Task statement ▸
Establish how many lines in the entries hold the string "Left". The number by itself is the whole answer.

------ Record set ------

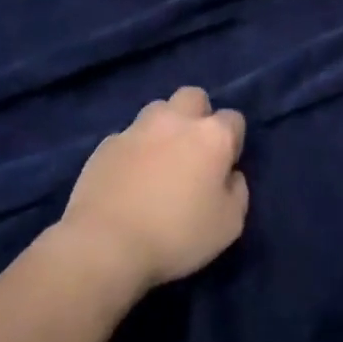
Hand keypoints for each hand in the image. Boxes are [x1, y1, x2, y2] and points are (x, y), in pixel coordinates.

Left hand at [60, 88, 248, 293]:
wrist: (105, 244)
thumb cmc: (176, 234)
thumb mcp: (229, 225)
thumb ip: (237, 192)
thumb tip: (230, 176)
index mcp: (212, 136)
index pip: (234, 120)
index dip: (232, 142)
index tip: (224, 169)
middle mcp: (176, 120)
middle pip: (194, 97)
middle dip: (198, 116)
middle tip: (193, 151)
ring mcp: (137, 128)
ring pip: (158, 110)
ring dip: (164, 128)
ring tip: (159, 161)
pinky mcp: (106, 144)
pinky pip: (128, 137)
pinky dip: (134, 150)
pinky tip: (129, 178)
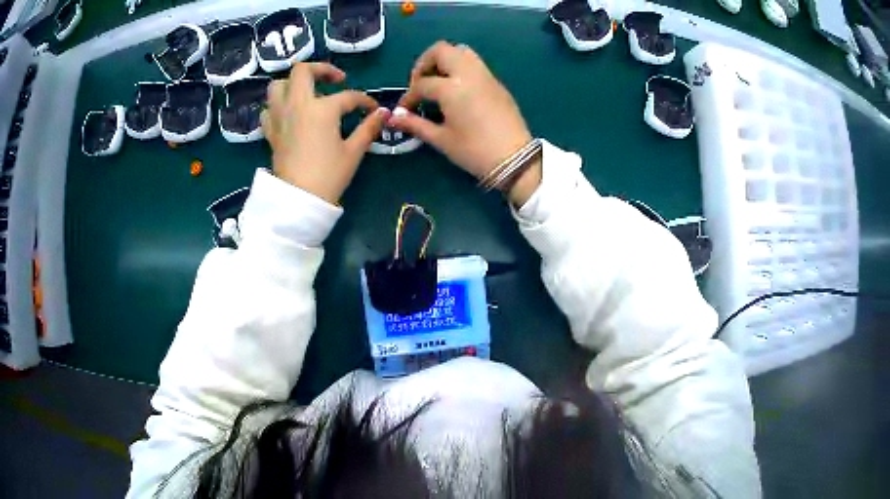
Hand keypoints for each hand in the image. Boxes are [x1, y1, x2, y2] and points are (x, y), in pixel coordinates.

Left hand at [261, 63, 389, 203]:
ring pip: (278, 85)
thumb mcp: (353, 151)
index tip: (373, 110)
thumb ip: (368, 127)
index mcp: (322, 109)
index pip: (348, 97)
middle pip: (303, 71)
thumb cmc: (329, 175)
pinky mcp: (270, 132)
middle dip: (321, 69)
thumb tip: (383, 113)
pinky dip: (277, 106)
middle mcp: (297, 105)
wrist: (299, 200)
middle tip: (335, 80)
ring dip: (293, 84)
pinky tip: (288, 114)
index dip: (364, 101)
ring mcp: (280, 117)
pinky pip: (268, 110)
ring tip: (307, 93)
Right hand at [388, 41, 541, 205]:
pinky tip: (458, 90)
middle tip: (421, 83)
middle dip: (425, 63)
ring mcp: (485, 75)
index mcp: (452, 88)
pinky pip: (475, 64)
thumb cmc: (474, 151)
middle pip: (441, 50)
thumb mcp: (441, 139)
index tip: (404, 110)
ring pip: (461, 51)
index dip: (409, 96)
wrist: (515, 160)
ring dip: (445, 60)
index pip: (422, 83)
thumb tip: (393, 117)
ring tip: (438, 82)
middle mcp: (469, 73)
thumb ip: (415, 124)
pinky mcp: (497, 83)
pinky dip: (461, 68)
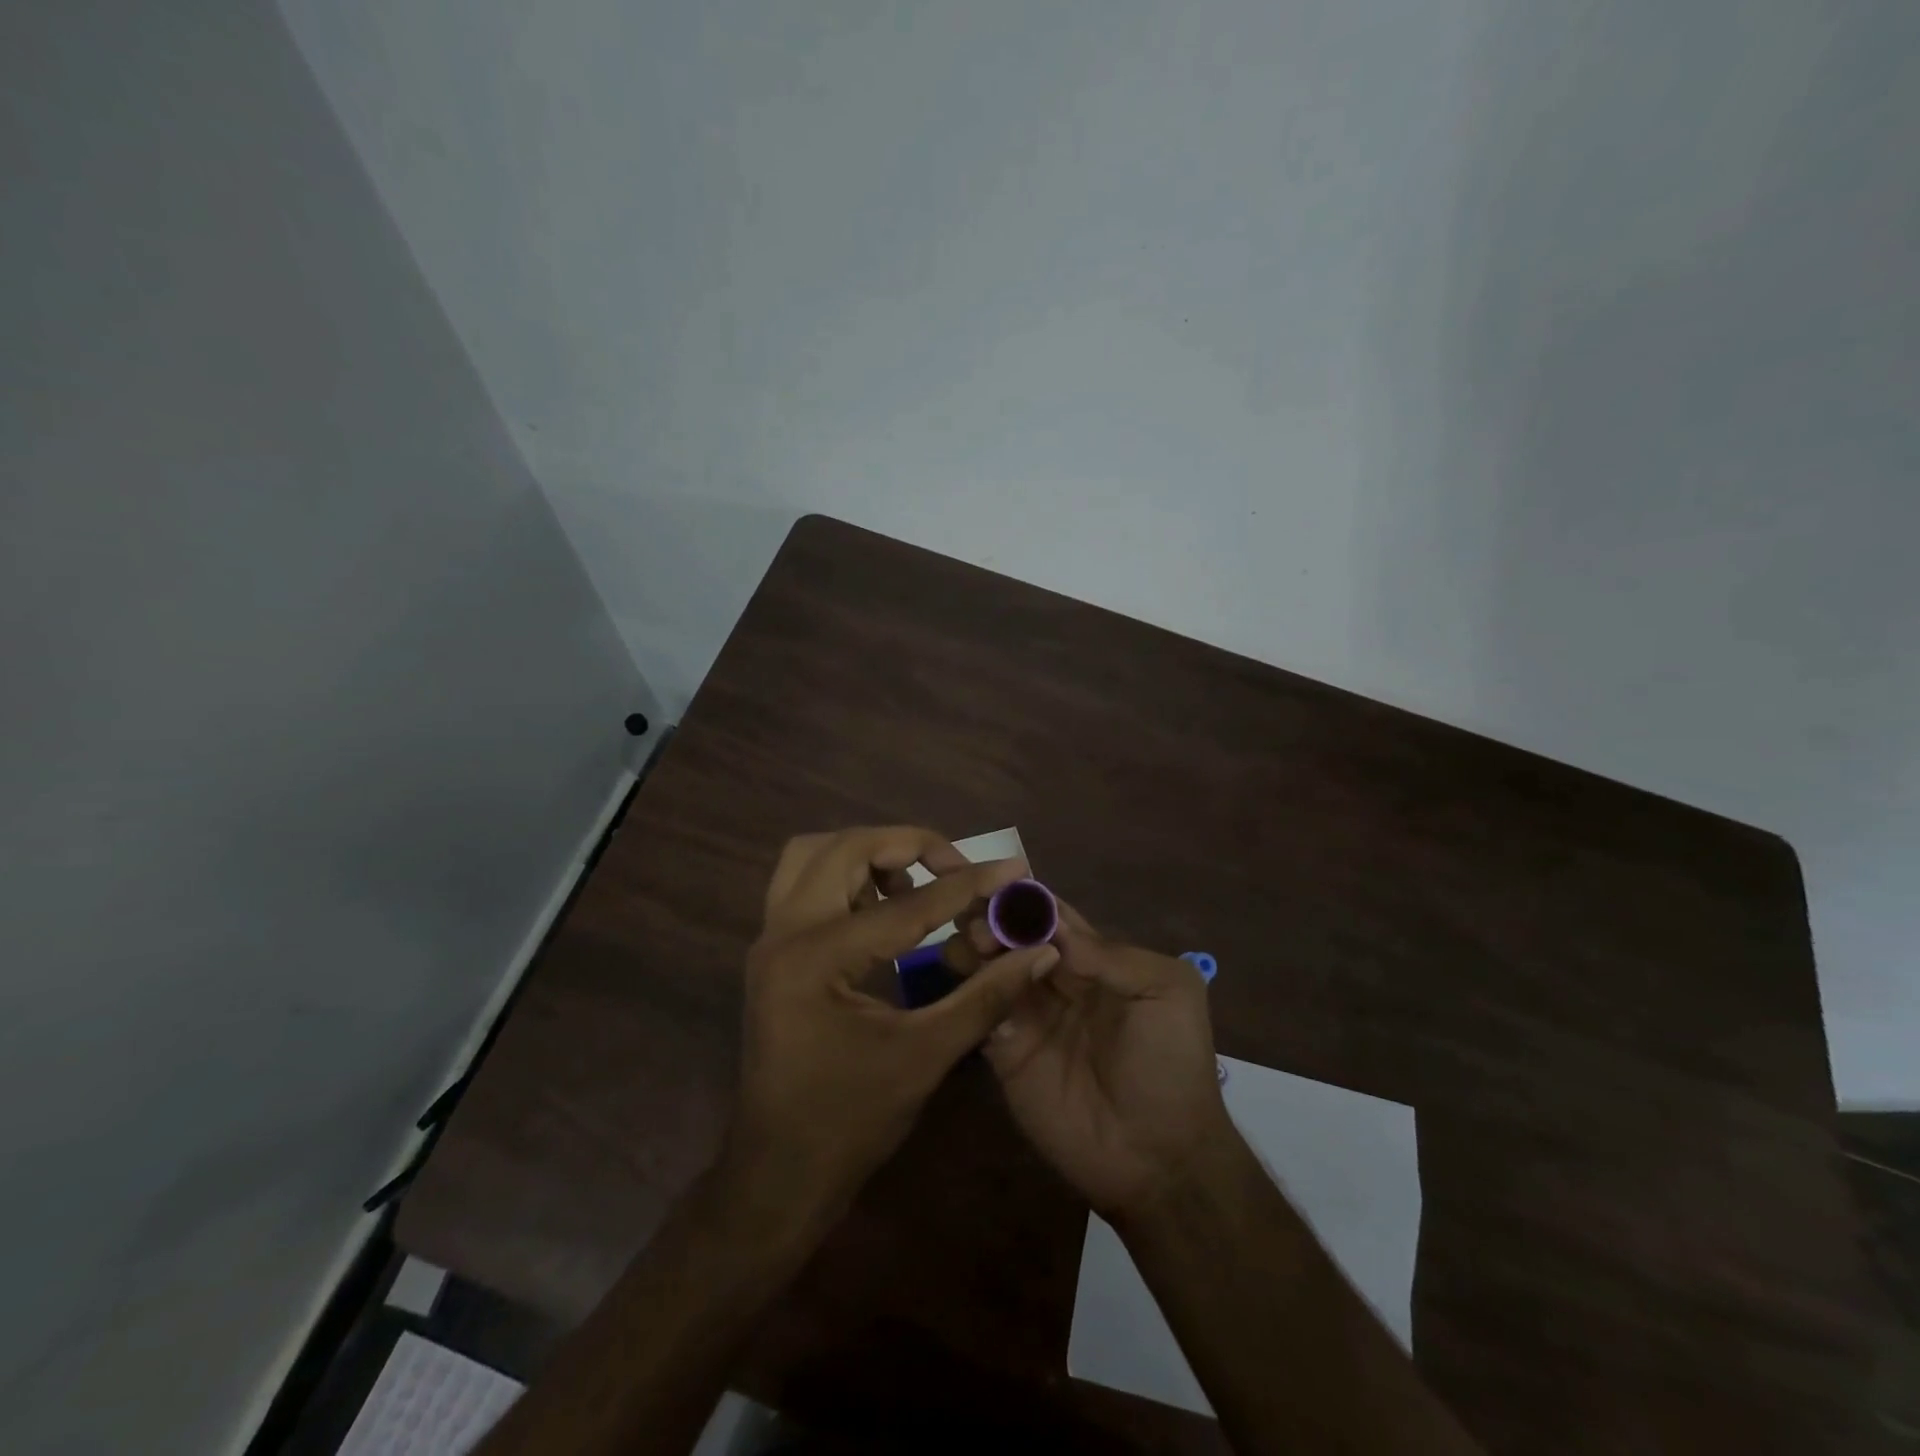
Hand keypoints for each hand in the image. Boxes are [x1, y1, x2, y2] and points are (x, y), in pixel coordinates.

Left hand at [725, 827, 1061, 1231]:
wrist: (778, 1174)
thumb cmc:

------

Task result ▸
3